Records excerpted from a collection:
####################
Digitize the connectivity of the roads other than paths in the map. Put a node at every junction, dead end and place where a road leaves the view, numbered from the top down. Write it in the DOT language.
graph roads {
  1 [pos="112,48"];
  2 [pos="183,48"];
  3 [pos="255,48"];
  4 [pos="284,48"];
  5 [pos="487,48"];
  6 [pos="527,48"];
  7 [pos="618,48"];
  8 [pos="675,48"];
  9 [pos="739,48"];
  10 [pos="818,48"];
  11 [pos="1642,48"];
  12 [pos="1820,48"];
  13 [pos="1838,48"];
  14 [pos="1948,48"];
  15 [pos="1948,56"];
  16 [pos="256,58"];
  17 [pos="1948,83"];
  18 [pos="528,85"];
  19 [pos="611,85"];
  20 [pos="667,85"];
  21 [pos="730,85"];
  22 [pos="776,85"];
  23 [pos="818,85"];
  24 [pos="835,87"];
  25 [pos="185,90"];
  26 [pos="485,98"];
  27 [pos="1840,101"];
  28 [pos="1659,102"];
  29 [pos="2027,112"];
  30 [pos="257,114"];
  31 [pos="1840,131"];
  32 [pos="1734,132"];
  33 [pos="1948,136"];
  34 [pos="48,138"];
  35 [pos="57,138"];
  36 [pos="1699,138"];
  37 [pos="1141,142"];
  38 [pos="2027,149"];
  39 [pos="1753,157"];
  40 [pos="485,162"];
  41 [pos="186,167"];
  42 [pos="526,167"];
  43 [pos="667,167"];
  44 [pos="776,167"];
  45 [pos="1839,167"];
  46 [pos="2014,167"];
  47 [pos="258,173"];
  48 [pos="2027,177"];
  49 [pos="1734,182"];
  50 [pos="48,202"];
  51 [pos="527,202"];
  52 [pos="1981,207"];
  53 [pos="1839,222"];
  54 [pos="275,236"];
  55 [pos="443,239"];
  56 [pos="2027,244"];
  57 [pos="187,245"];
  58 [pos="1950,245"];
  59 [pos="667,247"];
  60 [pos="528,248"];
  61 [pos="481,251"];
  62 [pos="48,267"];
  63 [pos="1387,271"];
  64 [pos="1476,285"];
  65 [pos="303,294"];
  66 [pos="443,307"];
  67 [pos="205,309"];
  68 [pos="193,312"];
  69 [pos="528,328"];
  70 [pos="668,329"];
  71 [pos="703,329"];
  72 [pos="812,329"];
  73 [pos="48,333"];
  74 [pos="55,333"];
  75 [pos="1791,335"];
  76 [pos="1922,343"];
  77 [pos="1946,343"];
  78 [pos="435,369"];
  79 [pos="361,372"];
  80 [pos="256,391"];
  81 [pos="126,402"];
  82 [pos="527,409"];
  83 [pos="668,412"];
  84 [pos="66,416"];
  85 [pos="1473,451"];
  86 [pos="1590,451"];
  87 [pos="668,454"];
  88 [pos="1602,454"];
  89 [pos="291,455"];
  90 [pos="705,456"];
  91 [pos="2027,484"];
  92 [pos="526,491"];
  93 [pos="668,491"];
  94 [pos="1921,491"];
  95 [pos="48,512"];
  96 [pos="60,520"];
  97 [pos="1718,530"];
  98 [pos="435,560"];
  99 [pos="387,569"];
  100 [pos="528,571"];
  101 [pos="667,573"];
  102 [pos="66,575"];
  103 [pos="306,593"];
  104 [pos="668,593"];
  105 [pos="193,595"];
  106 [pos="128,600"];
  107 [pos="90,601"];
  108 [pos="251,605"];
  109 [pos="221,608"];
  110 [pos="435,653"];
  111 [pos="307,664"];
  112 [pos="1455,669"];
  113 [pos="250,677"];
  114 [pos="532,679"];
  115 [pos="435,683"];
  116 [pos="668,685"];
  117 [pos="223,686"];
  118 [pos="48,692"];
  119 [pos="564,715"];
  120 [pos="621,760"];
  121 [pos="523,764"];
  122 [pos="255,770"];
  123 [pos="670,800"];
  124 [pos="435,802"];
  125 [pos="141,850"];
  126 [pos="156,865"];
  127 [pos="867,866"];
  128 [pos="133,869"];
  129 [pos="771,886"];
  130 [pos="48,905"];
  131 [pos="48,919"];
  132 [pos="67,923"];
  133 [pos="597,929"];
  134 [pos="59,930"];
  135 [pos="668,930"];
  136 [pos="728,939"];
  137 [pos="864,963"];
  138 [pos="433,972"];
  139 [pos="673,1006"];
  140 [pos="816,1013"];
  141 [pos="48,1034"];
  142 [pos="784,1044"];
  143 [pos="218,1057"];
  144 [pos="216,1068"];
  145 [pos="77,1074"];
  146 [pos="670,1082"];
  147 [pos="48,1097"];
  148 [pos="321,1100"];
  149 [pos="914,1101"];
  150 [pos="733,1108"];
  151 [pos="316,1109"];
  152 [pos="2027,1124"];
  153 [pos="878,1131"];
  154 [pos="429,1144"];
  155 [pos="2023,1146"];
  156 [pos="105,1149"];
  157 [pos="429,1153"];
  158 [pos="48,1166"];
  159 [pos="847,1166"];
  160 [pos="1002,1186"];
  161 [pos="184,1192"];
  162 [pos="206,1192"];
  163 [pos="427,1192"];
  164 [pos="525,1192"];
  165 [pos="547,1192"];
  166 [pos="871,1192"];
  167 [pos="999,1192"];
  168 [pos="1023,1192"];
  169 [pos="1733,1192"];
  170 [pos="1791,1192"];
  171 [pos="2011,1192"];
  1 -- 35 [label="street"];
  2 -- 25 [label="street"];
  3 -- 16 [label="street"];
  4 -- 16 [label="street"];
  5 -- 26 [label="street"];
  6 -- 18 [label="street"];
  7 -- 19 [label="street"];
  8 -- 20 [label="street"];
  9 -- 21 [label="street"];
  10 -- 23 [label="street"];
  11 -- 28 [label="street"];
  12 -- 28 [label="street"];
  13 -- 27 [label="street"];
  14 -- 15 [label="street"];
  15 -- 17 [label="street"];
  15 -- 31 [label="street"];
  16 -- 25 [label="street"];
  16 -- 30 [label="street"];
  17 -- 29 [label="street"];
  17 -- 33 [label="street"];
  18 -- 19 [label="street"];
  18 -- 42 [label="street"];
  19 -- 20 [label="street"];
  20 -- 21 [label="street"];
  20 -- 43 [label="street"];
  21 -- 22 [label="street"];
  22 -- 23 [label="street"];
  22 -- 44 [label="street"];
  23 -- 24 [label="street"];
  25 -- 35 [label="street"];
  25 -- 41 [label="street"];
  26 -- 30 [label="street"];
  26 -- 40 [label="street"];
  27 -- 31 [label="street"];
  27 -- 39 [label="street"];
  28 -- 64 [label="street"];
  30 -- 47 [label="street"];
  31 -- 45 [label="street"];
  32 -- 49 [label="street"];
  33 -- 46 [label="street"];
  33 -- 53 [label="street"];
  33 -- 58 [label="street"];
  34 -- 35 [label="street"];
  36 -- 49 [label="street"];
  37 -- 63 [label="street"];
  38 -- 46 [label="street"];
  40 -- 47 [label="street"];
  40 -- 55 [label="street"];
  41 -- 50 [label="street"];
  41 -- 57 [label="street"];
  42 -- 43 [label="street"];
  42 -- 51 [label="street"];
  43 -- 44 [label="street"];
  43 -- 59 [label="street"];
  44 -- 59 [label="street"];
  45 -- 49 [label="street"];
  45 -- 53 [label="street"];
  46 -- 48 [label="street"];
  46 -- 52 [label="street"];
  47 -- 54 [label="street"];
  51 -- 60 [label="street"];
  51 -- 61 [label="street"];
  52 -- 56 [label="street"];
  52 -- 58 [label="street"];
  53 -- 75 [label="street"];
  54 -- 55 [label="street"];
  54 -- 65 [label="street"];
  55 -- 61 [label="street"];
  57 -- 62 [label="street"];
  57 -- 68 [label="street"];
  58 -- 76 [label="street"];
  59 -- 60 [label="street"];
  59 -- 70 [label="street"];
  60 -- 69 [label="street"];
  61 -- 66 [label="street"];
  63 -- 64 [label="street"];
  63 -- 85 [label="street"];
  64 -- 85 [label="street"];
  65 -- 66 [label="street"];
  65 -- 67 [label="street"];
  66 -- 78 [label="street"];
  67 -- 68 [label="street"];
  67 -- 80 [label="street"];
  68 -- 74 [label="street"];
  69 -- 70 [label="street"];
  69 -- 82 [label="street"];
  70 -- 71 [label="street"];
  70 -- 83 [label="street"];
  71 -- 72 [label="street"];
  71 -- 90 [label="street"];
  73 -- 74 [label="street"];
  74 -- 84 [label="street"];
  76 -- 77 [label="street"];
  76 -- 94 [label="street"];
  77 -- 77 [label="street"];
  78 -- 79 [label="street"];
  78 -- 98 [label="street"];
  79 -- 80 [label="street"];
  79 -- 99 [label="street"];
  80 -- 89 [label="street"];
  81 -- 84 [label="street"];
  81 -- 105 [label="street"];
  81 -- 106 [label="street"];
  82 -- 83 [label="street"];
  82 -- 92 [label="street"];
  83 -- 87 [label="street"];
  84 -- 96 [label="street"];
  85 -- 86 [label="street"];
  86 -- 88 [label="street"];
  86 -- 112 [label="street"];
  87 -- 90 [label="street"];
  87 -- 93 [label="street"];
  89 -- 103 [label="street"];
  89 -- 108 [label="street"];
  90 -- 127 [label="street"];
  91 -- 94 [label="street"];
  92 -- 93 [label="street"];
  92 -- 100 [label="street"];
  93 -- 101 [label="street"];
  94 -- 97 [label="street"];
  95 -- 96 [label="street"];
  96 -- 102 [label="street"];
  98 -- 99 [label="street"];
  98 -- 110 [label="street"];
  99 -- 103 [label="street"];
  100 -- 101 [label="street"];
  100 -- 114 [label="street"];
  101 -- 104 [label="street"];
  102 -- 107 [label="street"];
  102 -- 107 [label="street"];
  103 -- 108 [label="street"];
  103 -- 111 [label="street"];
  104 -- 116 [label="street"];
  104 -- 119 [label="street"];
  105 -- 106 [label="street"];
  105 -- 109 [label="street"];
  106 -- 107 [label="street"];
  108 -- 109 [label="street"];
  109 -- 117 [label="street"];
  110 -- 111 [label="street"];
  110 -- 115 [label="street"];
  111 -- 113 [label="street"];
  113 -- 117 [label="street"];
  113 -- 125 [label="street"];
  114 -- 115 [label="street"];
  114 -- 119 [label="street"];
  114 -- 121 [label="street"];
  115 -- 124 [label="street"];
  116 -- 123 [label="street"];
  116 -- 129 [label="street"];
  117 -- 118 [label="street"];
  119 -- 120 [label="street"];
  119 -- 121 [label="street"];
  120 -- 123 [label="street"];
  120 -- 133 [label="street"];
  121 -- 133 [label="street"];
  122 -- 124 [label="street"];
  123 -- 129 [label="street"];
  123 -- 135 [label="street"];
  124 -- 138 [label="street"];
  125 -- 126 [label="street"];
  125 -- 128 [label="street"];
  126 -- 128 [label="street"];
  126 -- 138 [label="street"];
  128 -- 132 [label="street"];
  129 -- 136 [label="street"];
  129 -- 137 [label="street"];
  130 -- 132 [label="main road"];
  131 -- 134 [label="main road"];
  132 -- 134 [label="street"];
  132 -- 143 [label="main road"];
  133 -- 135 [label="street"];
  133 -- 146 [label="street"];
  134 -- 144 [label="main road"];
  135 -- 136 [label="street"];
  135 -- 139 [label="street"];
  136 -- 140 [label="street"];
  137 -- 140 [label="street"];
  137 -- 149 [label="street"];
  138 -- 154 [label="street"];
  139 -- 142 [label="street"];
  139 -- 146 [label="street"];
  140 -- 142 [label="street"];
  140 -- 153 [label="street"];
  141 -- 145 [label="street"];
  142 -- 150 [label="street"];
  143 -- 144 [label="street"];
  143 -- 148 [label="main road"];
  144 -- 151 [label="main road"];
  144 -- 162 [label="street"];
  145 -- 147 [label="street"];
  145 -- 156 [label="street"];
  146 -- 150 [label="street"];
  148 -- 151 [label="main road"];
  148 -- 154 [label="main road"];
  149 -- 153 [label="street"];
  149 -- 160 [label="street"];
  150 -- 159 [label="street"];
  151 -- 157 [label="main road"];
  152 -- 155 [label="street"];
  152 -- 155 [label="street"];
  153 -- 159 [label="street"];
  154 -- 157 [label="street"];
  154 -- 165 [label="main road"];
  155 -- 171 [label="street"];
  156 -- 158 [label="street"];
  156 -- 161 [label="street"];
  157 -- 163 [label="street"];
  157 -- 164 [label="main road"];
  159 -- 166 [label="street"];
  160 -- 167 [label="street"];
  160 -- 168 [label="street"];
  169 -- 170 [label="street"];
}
####################
- _AIM OF THE EXERCISE_:
All lines above in which the word "roads" occurs should be identified and copied.

- _EXPECTED ANSWER_:
Digitize the connectivity of the roads other than paths in the map. Put a node at every junction, dead end and place where a road leaves the view, numbered from the top down. Write it in the DOT language.
graph roads {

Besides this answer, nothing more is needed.